Board :Chronicles of the Winds
Author :Zenath
Subject :A Passing
Date :12/12
I always thought my father as an unshakable old, gnarled oak whose voice held the weight of storms and whose silence was even heavier. His father had taught him everything: how to follow orders, how to hold a sword, how to watch the enemies moves so you could counter it, and how to store the best supplies.

But even oaks eventually fall.

It happened during the first day of summer. My father had gone into the woods alone to set a few traps for rabbits as he always did. When he did not return at nightfall, my mother set out with a lantern and a sinking feel. She found him by an old pebbled path, slumped over an old leaning birch tree where they had once carved their names. His breath was shallow. His skin, pale. He would not respond to her.

A heart gives no warning when it finally goes out.

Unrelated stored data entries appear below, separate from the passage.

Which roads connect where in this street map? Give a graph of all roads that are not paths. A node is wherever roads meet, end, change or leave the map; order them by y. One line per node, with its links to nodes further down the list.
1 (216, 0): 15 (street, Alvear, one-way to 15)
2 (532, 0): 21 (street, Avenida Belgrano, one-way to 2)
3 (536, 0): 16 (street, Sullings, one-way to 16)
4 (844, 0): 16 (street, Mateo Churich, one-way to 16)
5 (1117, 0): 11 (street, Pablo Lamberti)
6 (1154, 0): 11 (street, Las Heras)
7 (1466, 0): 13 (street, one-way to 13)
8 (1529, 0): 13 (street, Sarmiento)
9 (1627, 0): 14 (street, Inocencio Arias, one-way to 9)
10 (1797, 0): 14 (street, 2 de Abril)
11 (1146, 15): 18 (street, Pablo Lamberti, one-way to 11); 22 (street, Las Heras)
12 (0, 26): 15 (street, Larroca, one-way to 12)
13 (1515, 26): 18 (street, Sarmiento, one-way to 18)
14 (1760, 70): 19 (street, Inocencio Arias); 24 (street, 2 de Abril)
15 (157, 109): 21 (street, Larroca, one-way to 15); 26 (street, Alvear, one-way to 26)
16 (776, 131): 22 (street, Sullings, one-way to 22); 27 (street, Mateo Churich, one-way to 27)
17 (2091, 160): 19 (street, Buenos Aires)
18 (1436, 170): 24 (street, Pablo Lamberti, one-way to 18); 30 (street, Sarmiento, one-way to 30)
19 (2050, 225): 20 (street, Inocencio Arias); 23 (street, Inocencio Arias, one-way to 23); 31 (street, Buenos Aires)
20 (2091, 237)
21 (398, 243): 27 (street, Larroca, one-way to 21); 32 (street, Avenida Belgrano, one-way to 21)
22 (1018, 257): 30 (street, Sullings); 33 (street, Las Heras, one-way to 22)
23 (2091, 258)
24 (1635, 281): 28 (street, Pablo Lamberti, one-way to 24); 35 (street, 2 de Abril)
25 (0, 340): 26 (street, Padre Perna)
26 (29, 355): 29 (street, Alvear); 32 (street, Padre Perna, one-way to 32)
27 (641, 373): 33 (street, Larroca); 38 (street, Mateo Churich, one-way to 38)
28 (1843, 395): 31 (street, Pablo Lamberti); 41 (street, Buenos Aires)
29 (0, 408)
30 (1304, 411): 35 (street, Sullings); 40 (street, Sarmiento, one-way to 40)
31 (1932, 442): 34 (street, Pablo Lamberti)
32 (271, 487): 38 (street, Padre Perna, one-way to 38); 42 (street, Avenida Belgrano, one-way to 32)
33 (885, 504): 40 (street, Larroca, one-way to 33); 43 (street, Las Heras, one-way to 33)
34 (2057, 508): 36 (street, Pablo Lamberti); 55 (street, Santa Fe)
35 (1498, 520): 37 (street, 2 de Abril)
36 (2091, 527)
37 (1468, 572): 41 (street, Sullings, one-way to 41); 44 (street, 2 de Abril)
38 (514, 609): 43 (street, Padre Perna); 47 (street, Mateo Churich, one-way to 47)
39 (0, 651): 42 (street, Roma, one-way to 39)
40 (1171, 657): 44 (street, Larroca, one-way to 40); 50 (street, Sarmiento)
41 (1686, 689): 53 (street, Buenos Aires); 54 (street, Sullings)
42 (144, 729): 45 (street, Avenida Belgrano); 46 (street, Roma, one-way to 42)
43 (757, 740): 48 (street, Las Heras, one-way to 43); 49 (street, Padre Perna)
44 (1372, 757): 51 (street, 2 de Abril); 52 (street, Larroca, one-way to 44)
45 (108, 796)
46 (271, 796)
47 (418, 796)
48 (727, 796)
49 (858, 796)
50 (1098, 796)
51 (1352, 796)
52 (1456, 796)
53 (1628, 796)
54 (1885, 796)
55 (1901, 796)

My mother knelt beside him, just as the stars blinked in the sky. She held his hand, cold and rough with decades of sword work and military practices. She told me she looked him - no words, just the kind of look that carries everything you are feeling. He was gone. Like a wind blowing through the trees, never to return again.

She stayed there until dawn. She could not move his body. She covered his body with her cape and sought me out in Buya. She eventually found me working on projects in the palace and had me hurry along to help with my father.

On the way, she told me that he had passed and she could not give him the proper burial yet, let alone get him back to the village of Tok-Do. As we swiftly moved through the forest, I noticed that the birds were still singing, the trees still creaking in the breeze, and the nearby river could still be heard gurgling right along. The world continued, even though my heart was breaking.

We eventually approached his cloaked body. I wiped away a tear and quickly got to work. I knew that we could not bring him back to the village without defiling his body - he had always told us that a dead body should not handled by us. That was the work of the shaman. I could not, however, leave him in this condition. Even though he disagreed with me becoming a druid, I knew that he would accept my actions.

I quickly dug a pit that would fit his body. I gathered moss from the nearby trees and lined the pit with it. I whispered a prayer to the Dagda, encouraging him to accept my father into the winds. I passed my mother the cloak that was draped over my body and gently picked him up. As I did I heard

"He returns to the earth. As all things do and will. Remember this but do not forget to grow."

It was not necessarily a voice, but I knew it came from the forest. Or the Dagda. Or my inner self. I lowered my father into the grave. And gently tossed the dirt back into it.

In the following weeks, I would return daily to the grave and slowly built up a small collection of stones on the grave. I would listen. To my emotions. To the trees. To whatever I could.

And here I learned that death is not a punishment. It is a movement. A part of life. A gift back to the earth. My father is now in the roots - of the earth, of me, of the trees around where he lay.

"My father didn't leave. He just changed shape. The forest holds him now. And so do I."